Catherine Siemann has a Ph.D. in 19th century British Literature from Columbia University and a J.D. from New York University School of Law. She is currently teaching as an Adjunct Assistant Professor at both John Jay College, CUNY and Cooper Union. Forthcoming publications include “Sentence First, Verdict Afterwards: Alice and the Anxiety of Law” in Law and Literature and “The Steampunk Social Problem Novel” in the essay collection, Steaming into a Victorian Future.

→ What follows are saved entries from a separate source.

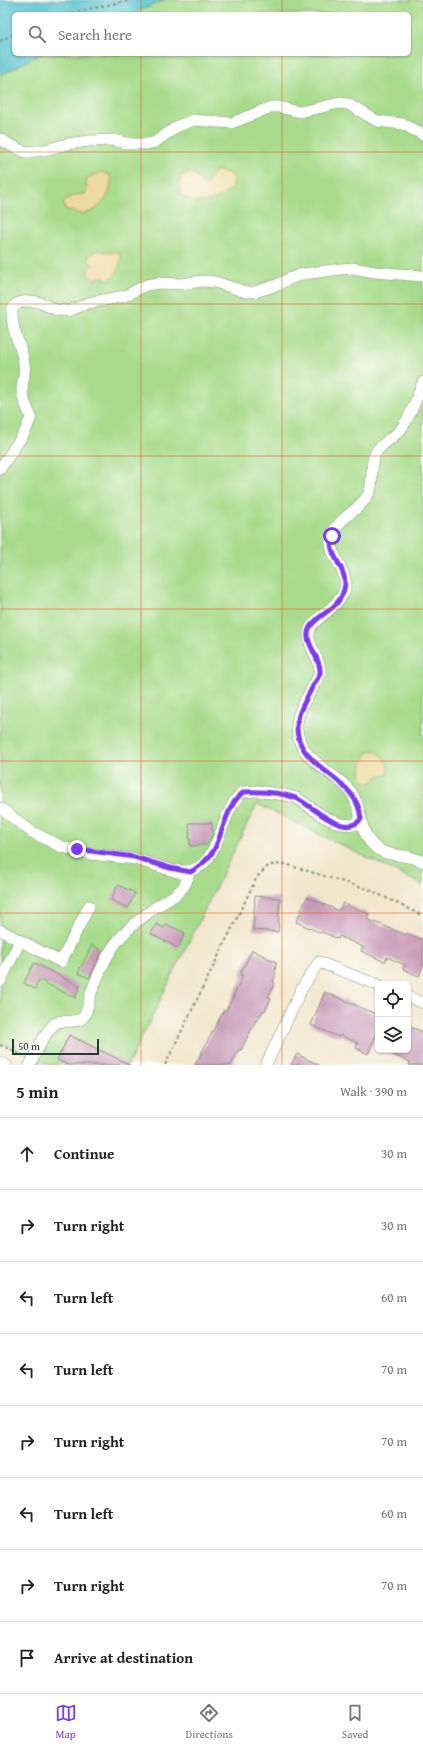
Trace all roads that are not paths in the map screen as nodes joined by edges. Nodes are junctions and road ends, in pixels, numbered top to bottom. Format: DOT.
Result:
graph roads {
  1 [pos="423,134"];
  2 [pos="0,138"];
  3 [pos="423,276"];
  4 [pos="423,382"];
  5 [pos="0,470"];
  6 [pos="0,807"];
  7 [pos="361,819"];
  8 [pos="423,862"];
  9 [pos="89,906"];
  10 [pos="0,930"];
  11 [pos="20,941"];
  12 [pos="0,982"];
  13 [pos="375,984"];
  14 [pos="411,998"];
  15 [pos="423,1003"];
  16 [pos="0,1062"];
  17 [pos="31,1063"];
  18 [pos="6,1065"];
  19 [pos="266,1065"];
  1 -- 2 [label="street"];
  3 -- 5 [label="street"];
  4 -- 7 [label="street"];
  6 -- 7 [label="street"];
  6 -- 17 [label="street"];
  7 -- 8 [label="street"];
  9 -- 11 [label="street"];
  10 -- 11 [label="street"];
  11 -- 12 [label="street"];
  13 -- 19 [label="street"];
  14 -- 15 [label="street"];
  16 -- 18 [label="street"];
}
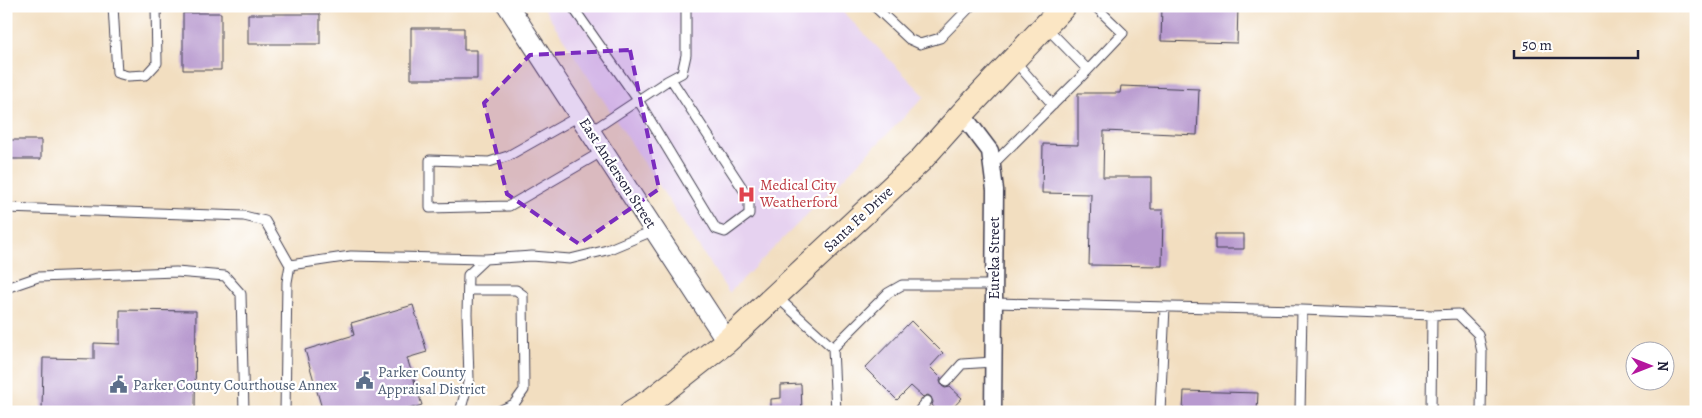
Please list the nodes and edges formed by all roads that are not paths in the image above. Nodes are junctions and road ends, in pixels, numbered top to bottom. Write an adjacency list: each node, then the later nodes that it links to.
1 (113, 6): 2 (lane)
2 (156, 6)
3 (508, 6): 17 (street, East Anderson Street)
4 (572, 6): 14 (lane)
5 (686, 6): 13 (lane)
6 (874, 6): 7 (lane)
7 (971, 6)
8 (1064, 6): 10 (main road, Santa Fe Drive)
9 (1095, 6): 12 (lane)
10 (1045, 26): 11 (main road, Santa Fe Drive); 12 (lane)
11 (1014, 60): 15 (lane); 16 (main road, Santa Fe Drive)
12 (1088, 70): 15 (lane)
13 (671, 79): 14 (lane); 14 (lane)
14 (638, 100): 17 (lane)
15 (1053, 105): 19 (lane)
16 (962, 114): 19 (street, Eureka Street); 27 (main road, Santa Fe Drive)
17 (585, 124): 18 (street, East Anderson Street); 18 (lane)
18 (603, 151): 21 (street, East Anderson Street)
19 (992, 165): 24 (street, Eureka Street)
20 (6, 208): 23 (lane)
21 (655, 230): 22 (lane); 32 (street, East Anderson Street)
22 (485, 259): 23 (lane); 26 (lane)
23 (290, 264): 38 (lane)
24 (994, 284): 28 (street, Eureka Street); 33 (lane)
25 (6, 288): 37 (lane)
26 (468, 290): 39 (lane); 40 (lane)
27 (776, 296): 32 (main road, Santa Fe Drive); 33 (lane)
28 (994, 303): 29 (lane); 34 (street, Eureka Street)
29 (1165, 307): 30 (lane); 45 (lane)
30 (1302, 310): 31 (lane); 46 (lane)
31 (1432, 315): 47 (lane); 48 (lane)
32 (727, 341): 41 (main road, Santa Fe Drive)
33 (833, 348): 42 (lane)
34 (993, 362): 35 (lane); 44 (street, Eureka Street)
35 (946, 382)
36 (927, 400): 43 (lane)
37 (244, 412)
38 (285, 412)
39 (460, 412)
40 (497, 412)
41 (632, 412)
42 (836, 412)
43 (918, 412)
44 (993, 412)
45 (1160, 412)
46 (1300, 412)
47 (1430, 412)
48 (1481, 412)

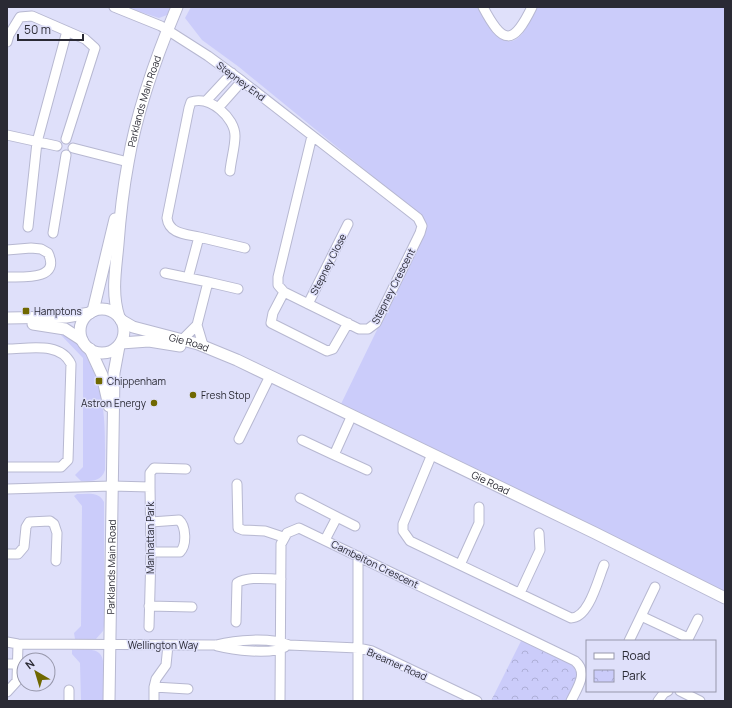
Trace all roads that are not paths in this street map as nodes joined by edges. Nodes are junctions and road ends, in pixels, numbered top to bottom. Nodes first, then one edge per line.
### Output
1 (114, 7) edge
2 (177, 7) edge
3 (483, 7) edge
4 (532, 7) edge
5 (67, 31) junction
6 (167, 31) junction
7 (7, 42) edge
8 (232, 74) junction
9 (242, 81) junction
10 (206, 101) junction
11 (218, 108) junction
12 (7, 135) edge
13 (312, 136) junction
14 (66, 139) junction
15 (37, 142) junction
16 (57, 146) junction
17 (69, 152) junction
18 (128, 162) junction
19 (230, 171) dead end
20 (122, 199) junction
21 (348, 224) dead end
22 (28, 227) dead end
23 (53, 233) dead end
24 (199, 237) junction
25 (245, 248) dead end
26 (7, 250) edge
27 (165, 273) dead end
28 (7, 276) edge
29 (188, 278) junction
30 (208, 282) junction
31 (238, 289) dead end
32 (284, 292) junction
33 (308, 304) junction
34 (92, 312) junction
35 (7, 318) edge
36 (120, 318) junction
37 (7, 323) edge
38 (348, 323) junction
39 (197, 325) junction
40 (183, 339) junction
41 (82, 340) junction
42 (120, 345) junction
43 (203, 345) junction
44 (7, 349) edge
45 (90, 349) junction
46 (255, 369) junction
47 (270, 376) junction
48 (352, 415) junction
49 (113, 432) junction
50 (240, 439) dead end
51 (302, 440) dead end
52 (334, 455) junction
53 (435, 455) junction
54 (7, 467) edge
55 (186, 469) dead end
56 (367, 470) dead end
57 (7, 473) edge
58 (237, 484) dead end
59 (112, 486) junction
60 (150, 487) junction
61 (7, 489) edge
62 (300, 498) dead end
63 (479, 508) dead end
64 (337, 517) junction
65 (151, 522) junction
66 (355, 526) dead end
67 (539, 533) dead end
68 (283, 537) junction
69 (325, 540) junction
70 (151, 552) junction
71 (7, 554) edge
72 (358, 556) junction
73 (56, 561) dead end
74 (460, 565) junction
75 (604, 565) dead end
76 (281, 579) junction
77 (655, 587) dead end
78 (520, 593) junction
79 (725, 598) edge
80 (149, 606) junction
81 (192, 607) dead end
82 (641, 616) junction
83 (698, 619) dead end
84 (236, 622) dead end
85 (149, 627) dead end
86 (687, 639) edge
87 (629, 640) edge
88 (7, 642) edge
89 (18, 644) junction
90 (109, 644) junction
91 (168, 645) junction
92 (283, 646) junction
93 (358, 648) junction
94 (18, 652) edge
95 (16, 682) edge
96 (154, 688) junction
97 (188, 689) dead end
98 (69, 690) dead end
99 (7, 692) edge
100 (666, 692) edge
101 (682, 692) edge
102 (69, 701) edge
103 (109, 701) edge
104 (154, 701) edge
105 (280, 701) edge
106 (358, 701) edge
107 (477, 701) edge
108 (571, 701) edge
109 (658, 701) edge
110 (700, 701) edge

1 - 6 street, Stepney End
2 - 6 street, Parklands Main Road
3 - 4 street
5 - 7 street
5 - 14 street
5 - 15 street
6 - 8 street, Stepney End
6 - 18 street, Parklands Main Road
8 - 9 street, Stepney End
8 - 10 street
9 - 11 street
9 - 13 street, Stepney End
10 - 11 street
10 - 24 street
11 - 19 street
12 - 15 street
13 - 32 street
13 - 38 street, Stepney Crescent
14 - 16 street
14 - 17 street
15 - 16 street
15 - 22 street
16 - 17 street
17 - 18 street
17 - 23 street
18 - 20 street, Parklands Main Road
20 - 34 street, Parklands Main Road
20 - 36 street, Parklands Main Road
21 - 33 street, Stepney Close
24 - 25 street
24 - 29 street
26 - 28 street
27 - 29 street
29 - 30 street
30 - 31 street
30 - 39 street
32 - 33 street, Stepney Crescent
32 - 38 street
33 - 38 street, Stepney Crescent
34 - 35 street
34 - 36 street
34 - 41 street
36 - 40 street, Gie Road
36 - 42 street
37 - 41 street
39 - 40 street
39 - 43 street
40 - 43 street, Gie Road
41 - 45 street
42 - 45 street
42 - 46 street, Gie Road
42 - 49 street, Parklands Main Road
43 - 46 street, Gie Road
44 - 54 street
45 - 49 street, Parklands Main Road
46 - 47 street, Gie Road
47 - 48 street, Gie Road
47 - 50 street
48 - 52 street
48 - 53 street, Gie Road
49 - 59 street, Parklands Main Road
51 - 52 street
52 - 56 street
53 - 74 street
53 - 79 street, Gie Road
54 - 57 street
55 - 60 street
58 - 68 street
59 - 60 street, Manhattan Park
59 - 61 street, Manhattan Park
59 - 90 street, Parklands Main Road
60 - 65 street, Manhattan Park
62 - 64 street
63 - 74 street
64 - 66 street
64 - 69 street
65 - 70 street, Manhattan Park
65 - 70 street
67 - 78 street
68 - 69 street, Cambelton Crescent
68 - 76 street
69 - 72 street, Cambelton Crescent
70 - 80 street, Manhattan Park
71 - 73 street
72 - 93 street
72 - 108 street, Cambelton Crescent
74 - 78 street
75 - 78 street
76 - 84 street
76 - 92 street
77 - 82 street
80 - 81 street
80 - 85 street, Manhattan Park
82 - 86 street
82 - 87 street
83 - 86 street
88 - 89 street, Wellington Way
89 - 90 street, Wellington Way
89 - 94 street
90 - 91 street, Wellington Way
90 - 103 street, Parklands Main Road
91 - 92 street, Wellington Way
91 - 96 street
92 - 93 street, Breamer Road
92 - 105 street
93 - 106 street
93 - 107 street, Breamer Road
95 - 99 street
96 - 97 street
96 - 104 street
98 - 102 street
100 - 109 street
101 - 110 street

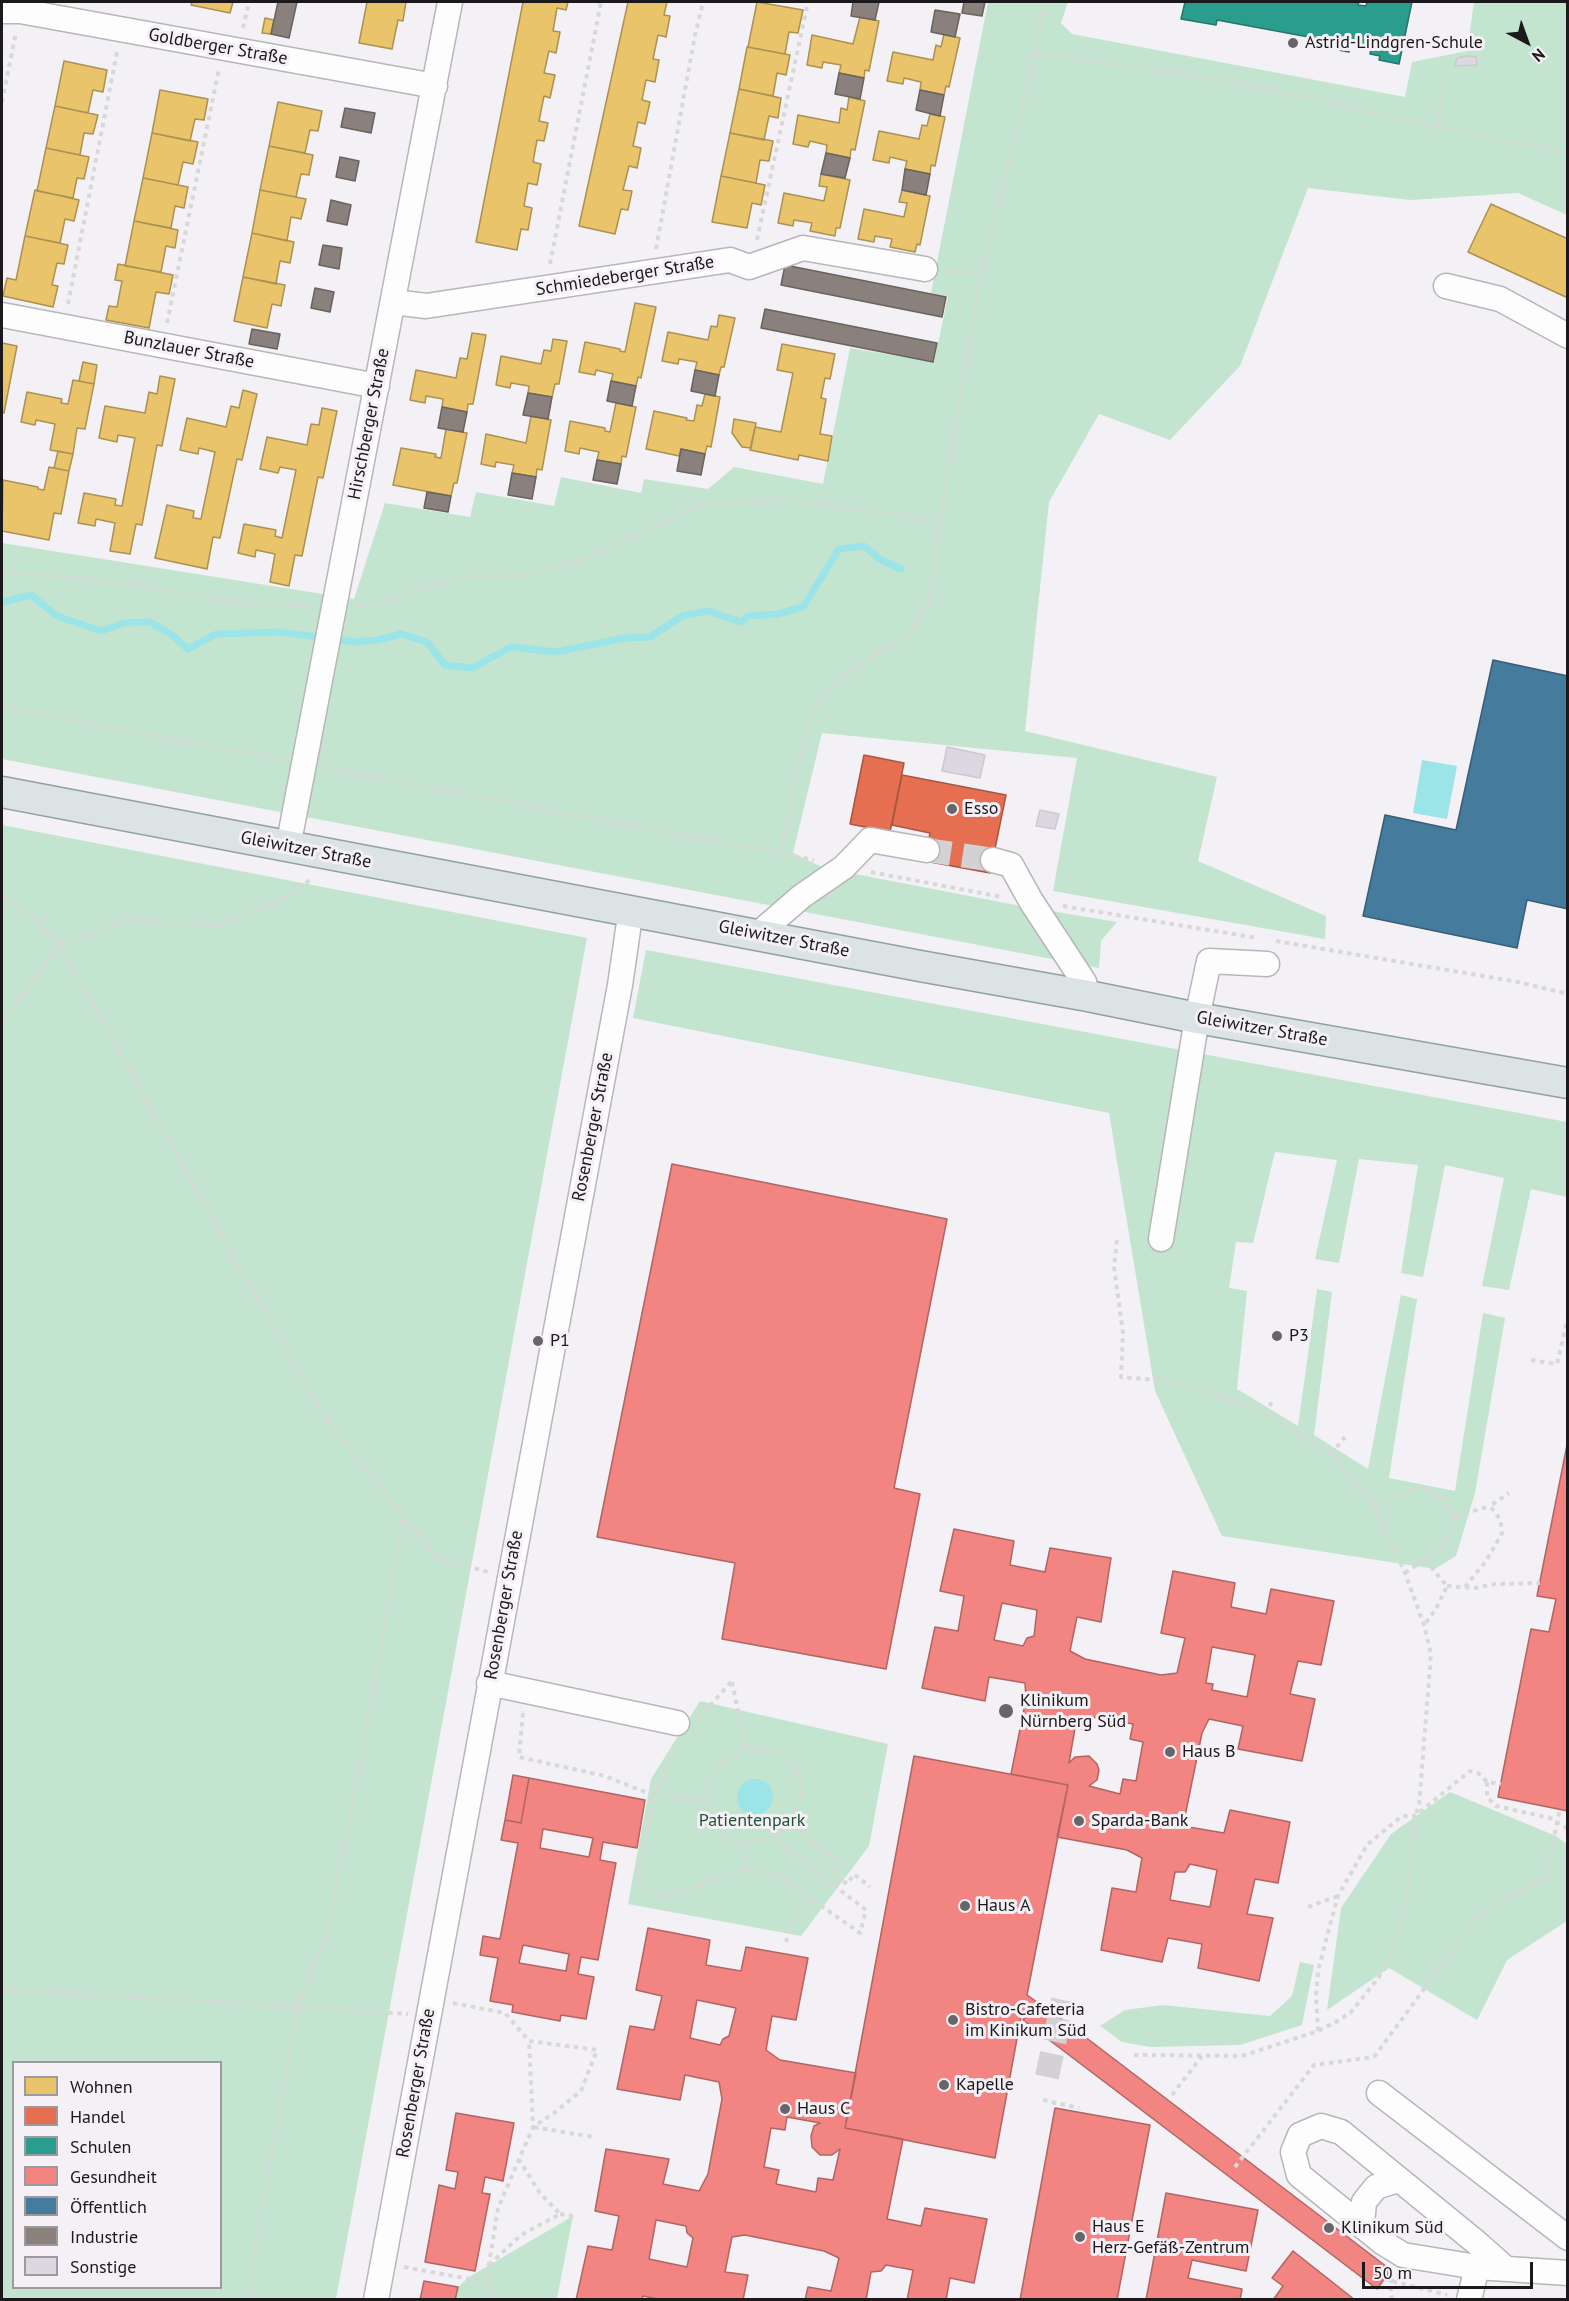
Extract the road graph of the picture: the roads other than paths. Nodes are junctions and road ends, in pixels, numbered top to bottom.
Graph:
1 (450, 2) edge
2 (11, 11) edge
3 (435, 86) junction
4 (925, 269) road end
5 (1446, 286) dead end
6 (393, 302) junction
7 (2, 315) edge
8 (1568, 336) edge
9 (377, 386) junction
10 (2, 792) edge
11 (288, 847) junction
12 (927, 850) tunnel mouth
13 (993, 860) tunnel mouth
14 (631, 909) junction
15 (758, 934) junction
16 (1267, 964) dead end
17 (1088, 996) junction
18 (1197, 1018) junction
19 (1568, 1083) edge
20 (1161, 1239) dead end
21 (489, 1683) junction
22 (686, 1727) road end
23 (1379, 2093) dead end
24 (1398, 2180) junction
25 (1362, 2225) junction
26 (1568, 2238) edge
27 (1477, 2267) junction
28 (1504, 2268) junction
29 (1568, 2273) edge
30 (1470, 2299) edge
31 (376, 2300) edge

1 - 3 street, Hirschberger Straße
2 - 3 street, Goldberger Straße
3 - 6 street, Hirschberger Straße
4 - 6 street, Schmiedeberger Straße
5 - 8 street
6 - 9 street, Hirschberger Straße
7 - 9 street, Bunzlauer Straße
9 - 11 street, Hirschberger Straße
10 - 11 main road, Gleiwitzer Straße
11 - 14 main road, Gleiwitzer Straße
12 - 15 street
13 - 17 street
14 - 15 main road, Gleiwitzer Straße
14 - 21 street, Rosenberger Straße
15 - 17 main road, Gleiwitzer Straße
16 - 18 street
17 - 18 main road, Gleiwitzer Straße
18 - 19 main road, Gleiwitzer Straße
18 - 20 street
21 - 22 street
21 - 31 street, Rosenberger Straße
23 - 26 street
24 - 25 street
24 - 25 street
24 - 28 street
25 - 27 street
27 - 28 street
27 - 30 street
28 - 29 street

Marlene Tromp is Professor of English and Women and Gender Studies and Director of the Division of Humanities, Arts, and Cultural Studies at Arizona State University’s New College of Interdisciplinary Arts and Sciences. She is the author of Altered States: Sex, Nation, Drugs, and Self-Transformation in Victorian Spiritualism (SUNY, 2006) and The Private Rod: Sexual Violence, Marriage, and the Law in Victorian England (UP Virginia, 2000). She has also edited or co-edited and contributed to Fear and Loathing: Victorian Xenophobia (Ohio State UP, 2012), Victorian Freaks: The Social Context of Freakery in the Nineteenth Century (Ohio State UP, 2007), and Mary Elizabeth Braddon: Beyond Sensation (SUNY 2000). She has another book under review, Force of Habit: Life and Death on the Titanic, and is working on a new project on violence between sexual partners entitled Intimate Murder.
Danaya C. Wright is the Clarence J. TeSelle Professor of Law at the University of Florida, Levin College of Law. Her principal areas of research are on the origins of English family law, particularly child custody and divorce reform. She is currently working on a book on the origins of judicial interference in the family through the development of the Parens Patriae jurisdiction. Her recent articles are on the original records of the 1858 divorce court. She also writes in the area of trusts and estates, having recently completed two casebooks on the subject. And she writes extensively about nineteenth century property law, particuarly railroad property rights and their conversion to recreational trails. She teaches constitutional law, property, trusts and estates, and legal history.